Where a line below holds the string "Antillas", that line goes into the answer.

Dataset entries:
'''
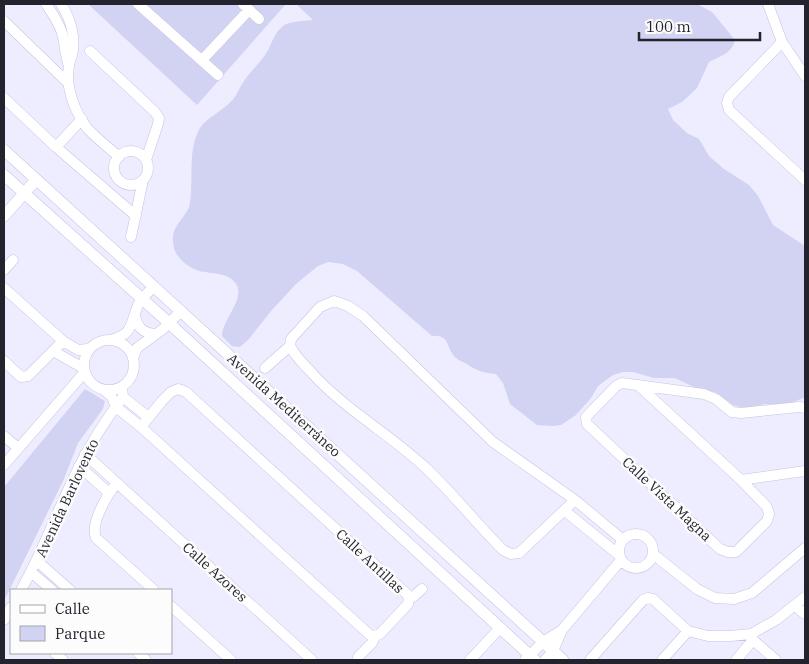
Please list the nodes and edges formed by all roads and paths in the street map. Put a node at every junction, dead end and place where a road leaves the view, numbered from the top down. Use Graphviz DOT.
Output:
graph roads {
  1 [pos="46,4"];
  2 [pos="62,4"];
  3 [pos="138,4"];
  4 [pos="768,4"];
  5 [pos="246,7"];
  6 [pos="259,19"];
  7 [pos="4,21"];
  8 [pos="782,42"];
  9 [pos="90,52"];
  10 [pos="202,60"];
  11 [pos="69,66"];
  12 [pos="218,75"];
  13 [pos="805,76"];
  14 [pos="68,83"];
  15 [pos="4,98"];
  16 [pos="82,119"];
  17 [pos="56,147"];
  18 [pos="4,150"];
  19 [pos="118,157"];
  20 [pos="146,160"];
  21 [pos="4,175"];
  22 [pos="36,180"];
  23 [pos="143,180"];
  24 [pos="805,180"];
  25 [pos="24,194"];
  26 [pos="4,216"];
  27 [pos="136,216"];
  28 [pos="131,237"];
  29 [pos="13,260"];
  30 [pos="4,270"];
  31 [pos="154,287"];
  32 [pos="4,288"];
  33 [pos="142,300"];
  34 [pos="181,311"];
  35 [pos="135,316"];
  36 [pos="169,324"];
  37 [pos="155,334"];
  38 [pos="110,340"];
  39 [pos="63,341"];
  40 [pos="290,346"];
  41 [pos="88,349"];
  42 [pos="54,351"];
  43 [pos="133,358"];
  44 [pos="4,361"];
  45 [pos="265,368"];
  46 [pos="84,370"];
  47 [pos="638,385"];
  48 [pos="104,390"];
  49 [pos="122,392"];
  50 [pos="116,407"];
  51 [pos="805,408"];
  52 [pos="148,417"];
  53 [pos="141,426"];
  54 [pos="4,436"];
  55 [pos="18,448"];
  56 [pos="7,454"];
  57 [pos="86,454"];
  58 [pos="4,466"];
  59 [pos="79,466"];
  60 [pos="805,471"];
  61 [pos="742,480"];
  62 [pos="117,483"];
  63 [pos="109,493"];
  64 [pos="575,500"];
  65 [pos="564,511"];
  66 [pos="623,540"];
  67 [pos="805,549"];
  68 [pos="653,554"];
  69 [pos="620,558"];
  70 [pos="37,561"];
  71 [pos="31,572"];
  72 [pos="22,589"];
  73 [pos="51,589"];
  74 [pos="67,589"];
  75 [pos="153,589"];
  76 [pos="422,589"];
  77 [pos="805,598"];
  78 [pos="409,599"];
  79 [pos="795,606"];
  80 [pos="172,607"];
  81 [pos="10,609"];
  82 [pos="805,614"];
  83 [pos="4,620"];
  84 [pos="500,628"];
  85 [pos="562,630"];
  86 [pos="688,631"];
  87 [pos="375,636"];
  88 [pos="752,637"];
  89 [pos="544,642"];
  90 [pos="553,651"];
  91 [pos="358,657"];
  92 [pos="474,659"];
  93 [pos="530,659"];
  94 [pos="231,660"];
  95 [pos="312,660"];
  96 [pos="545,660"];
  97 [pos="563,660"];
  98 [pos="590,660"];
  99 [pos="662,660"];
  100 [pos="736,660"];
  101 [pos="776,660"];
  1 -- 11 [label="street"];
  2 -- 11 [label="street"];
  3 -- 10 [label="street"];
  4 -- 8 [label="street"];
  5 -- 6 [label="street"];
  5 -- 10 [label="street"];
  7 -- 14 [label="street"];
  8 -- 13 [label="street"];
  8 -- 24 [label="street"];
  9 -- 20 [label="street"];
  10 -- 12 [label="street"];
  11 -- 14 [label="street"];
  14 -- 16 [label="street"];
  15 -- 17 [label="street"];
  16 -- 17 [label="street"];
  16 -- 19 [label="street"];
  17 -- 27 [label="street"];
  18 -- 22 [label="street, Avenida Mediterráneo"];
  19 -- 20 [label="street"];
  19 -- 23 [label="street"];
  20 -- 23 [label="street"];
  21 -- 25 [label="street, Avenida Mediterráneo"];
  22 -- 25 [label="street"];
  22 -- 31 [label="street, Avenida Mediterráneo"];
  23 -- 27 [label="street"];
  25 -- 26 [label="street"];
  25 -- 33 [label="street, Avenida Mediterráneo"];
  27 -- 28 [label="street"];
  29 -- 30 [label="street"];
  31 -- 33 [label="street"];
  31 -- 34 [label="street, Avenida Mediterráneo"];
  32 -- 39 [label="street"];
  33 -- 35 [label="street"];
  33 -- 36 [label="street, Avenida Mediterráneo"];
  34 -- 36 [label="street"];
  34 -- 89 [label="street, Avenida Mediterráneo"];
  35 -- 37 [label="street"];
  35 -- 38 [label="street"];
  36 -- 37 [label="street"];
  36 -- 84 [label="street, Avenida Mediterráneo"];
  37 -- 43 [label="street"];
  38 -- 41 [label="street"];
  38 -- 43 [label="street"];
  39 -- 41 [label="street"];
  39 -- 42 [label="street"];
  40 -- 45 [label="street"];
  40 -- 64 [label="street"];
  40 -- 65 [label="street"];
  41 -- 46 [label="street"];
  42 -- 44 [label="street"];
  42 -- 46 [label="street"];
  43 -- 49 [label="street"];
  46 -- 48 [label="street"];
  46 -- 55 [label="street"];
  47 -- 51 [label="street, Calle Vista Magna"];
  47 -- 61 [label="street, Calle Vista Magna"];
  47 -- 61 [label="street, Calle Vista Magna"];
  48 -- 49 [label="street"];
  48 -- 50 [label="street"];
  49 -- 50 [label="street, Avenida Barlovento"];
  49 -- 52 [label="street"];
  50 -- 53 [label="street"];
  50 -- 57 [label="street, Avenida Barlovento"];
  52 -- 53 [label="street, Calle Antillas"];
  52 -- 78 [label="street, Calle Antillas"];
  53 -- 87 [label="street"];
  54 -- 55 [label="street"];
  55 -- 56 [label="street"];
  56 -- 58 [label="street"];
  57 -- 59 [label="street, Avenida Barlovento"];
  57 -- 62 [label="street, Calle Azores"];
  59 -- 63 [label="street"];
  59 -- 70 [label="street, Avenida Barlovento"];
  60 -- 61 [label="street"];
  62 -- 63 [label="street"];
  62 -- 95 [label="street, Calle Azores"];
  63 -- 75 [label="street"];
  64 -- 65 [label="street"];
  64 -- 66 [label="street"];
  65 -- 69 [label="street"];
  66 -- 68 [label="street"];
  66 -- 69 [label="street"];
  67 -- 68 [label="street"];
  68 -- 69 [label="street"];
  69 -- 85 [label="street"];
  70 -- 71 [label="street, Avenida Barlovento"];
  70 -- 74 [label="street"];
  71 -- 72 [label="street, Avenida Barlovento"];
  71 -- 73 [label="street"];
  76 -- 78 [label="street"];
  77 -- 79 [label="street"];
  78 -- 87 [label="street, Calle Antillas"];
  79 -- 82 [label="street"];
  79 -- 88 [label="street"];
  80 -- 94 [label="street"];
  81 -- 83 [label="street"];
  84 -- 92 [label="street"];
  84 -- 93 [label="street, Avenida Mediterráneo"];
  85 -- 89 [label="street"];
  85 -- 90 [label="street"];
  86 -- 88 [label="street"];
  86 -- 98 [label="street"];
  86 -- 99 [label="street"];
  87 -- 91 [label="street, Calle Antillas"];
  88 -- 100 [label="street"];
  88 -- 101 [label="street"];
  89 -- 90 [label="street, Avenida Mediterráneo"];
  89 -- 93 [label="street"];
  90 -- 96 [label="street"];
  90 -- 97 [label="street, Avenida Mediterráneo"];
}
'''
§ **Solution for this problem**
  52 -- 53 [label="street, Calle Antillas"];
  52 -- 78 [label="street, Calle Antillas"];
  78 -- 87 [label="street, Calle Antillas"];
  87 -- 91 [label="street, Calle Antillas"];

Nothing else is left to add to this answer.